Delphine drives me to school again this morning; by the time I get to the classroom I've already been out of bed longer than I have been for a week. Since I was med-evaced out last week I've been doing nothing but lying in bed, being visited by the doctor and a nurse every day.
But missing one week is enough and I need to get back on my feet; tomorrow I'm back at the restaurant for three days – the hotel is opening specially for a group of tourists and it's me and chef catering three meals a day for 30 people on our own.
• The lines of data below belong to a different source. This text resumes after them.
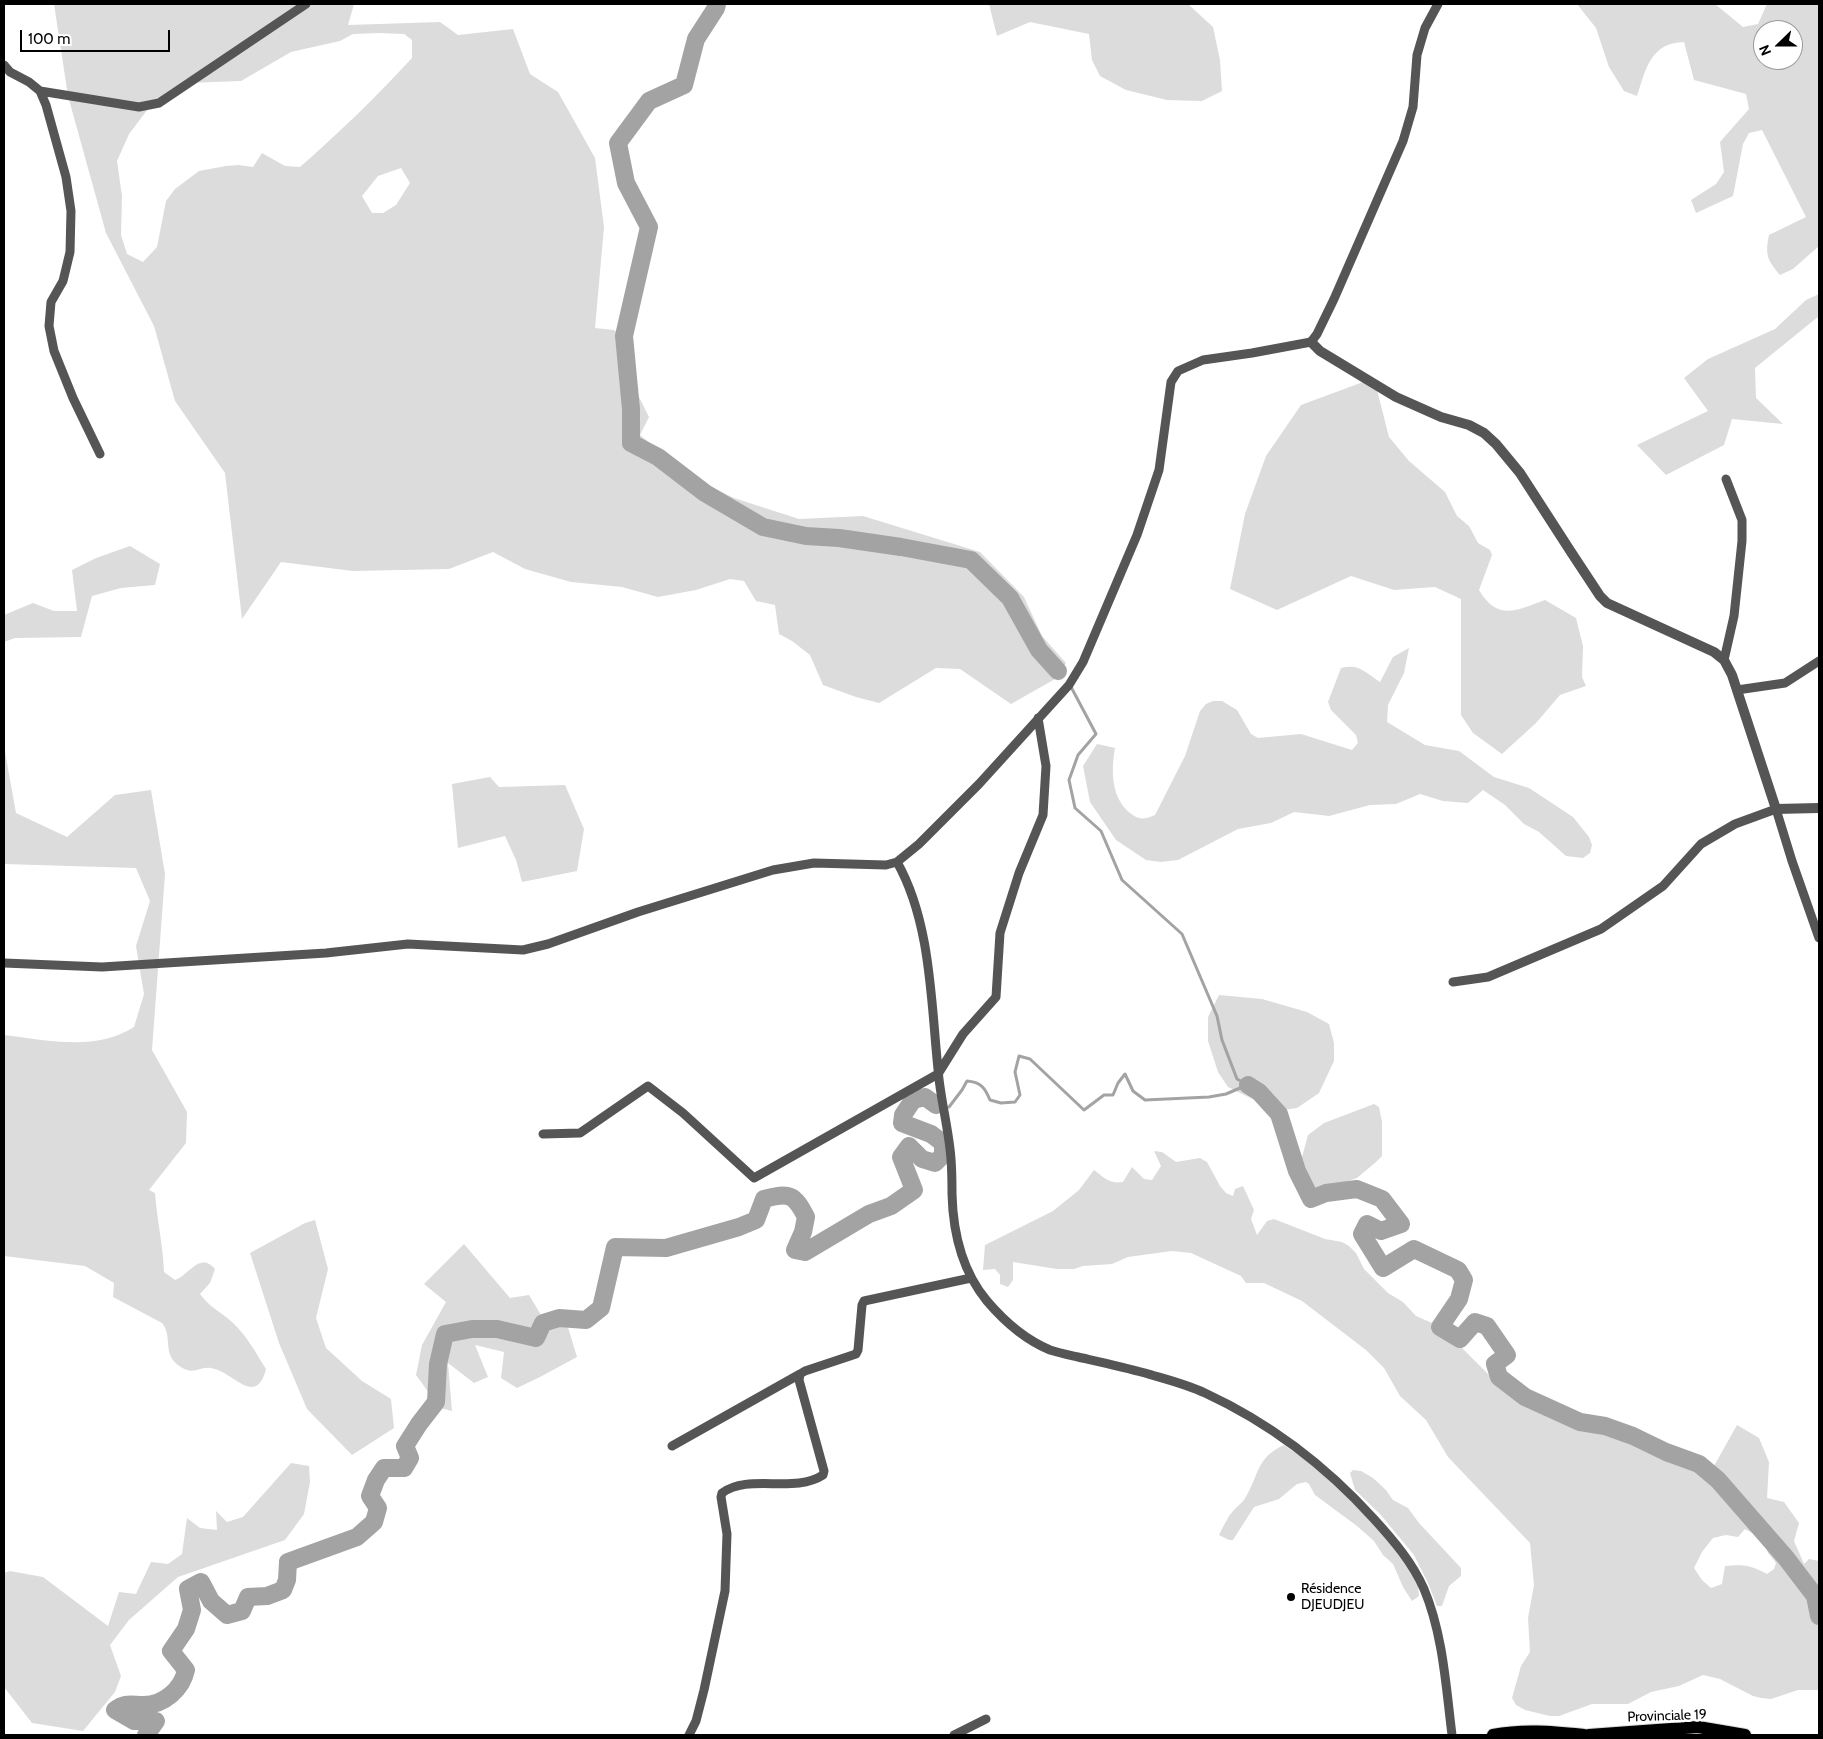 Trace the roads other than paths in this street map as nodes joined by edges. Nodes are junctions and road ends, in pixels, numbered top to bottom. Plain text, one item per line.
1 (306, 4) edge
2 (1438, 4) edge
3 (4, 65) edge
4 (40, 91) junction
5 (1311, 342) junction
6 (100, 454) dead end
7 (1726, 478) dead end
8 (1724, 660) junction
9 (1819, 661) edge
10 (1737, 690) junction
11 (1038, 718) junction
12 (1819, 808) edge
13 (1776, 809) junction
14 (897, 862) junction
15 (1819, 938) edge
16 (4, 963) edge
17 (1453, 982) dead end
18 (938, 1074) junction
19 (543, 1134) dead end
20 (971, 1278) junction
21 (800, 1374) junction
22 (672, 1446) dead end
23 (986, 1720) dead end
24 (1554, 1734) edge
25 (689, 1735) edge
26 (954, 1735) edge
27 (1452, 1735) edge
28 (1493, 1735) edge
29 (1584, 1735) edge
30 (1589, 1735) edge
31 (1745, 1735) edge

1 - 4 street
2 - 5 street
3 - 4 street
4 - 6 street
5 - 8 street
5 - 11 street
7 - 8 street
8 - 10 street
9 - 10 street
10 - 13 street
11 - 14 street
11 - 18 street
12 - 13 street
13 - 15 street
13 - 17 street
14 - 16 street
14 - 18 street
18 - 19 street
18 - 20 street
20 - 21 street
20 - 27 street
21 - 22 street
21 - 25 street
23 - 26 street
24 - 28 main road
24 - 29 main road
30 - 31 main road, Provinciale 19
And while I feel tired I manage to keep up with this morning's recipe, “Appareil ŕ Bavarois aux oeufs”. English for 'Bavarois' appears to be 'Bavarois' – I'm already largely losing my ability to talk in English much of the time. Well, you can call it a 'Bavarian cream' if you like, but that probably means less to most people than 'Bavarois'. Although officially the French acknowledge it as a Swiss – not Bavarian – invention, it was a famous part of the repertoire of Marie-Antoine Carčme, the world's first celebrity chef. Escoffier, the world's second celebrity chef, reckoned it should more properly be called a Muscovite since - back then - after the mixture was poured into a hermetically-sealed mould it was set by being plunged into a container of ice and salt. Nowadays it's easy to make such things, but a hundred years ago unmoulding such an item before one's guests must have been an impressive sight.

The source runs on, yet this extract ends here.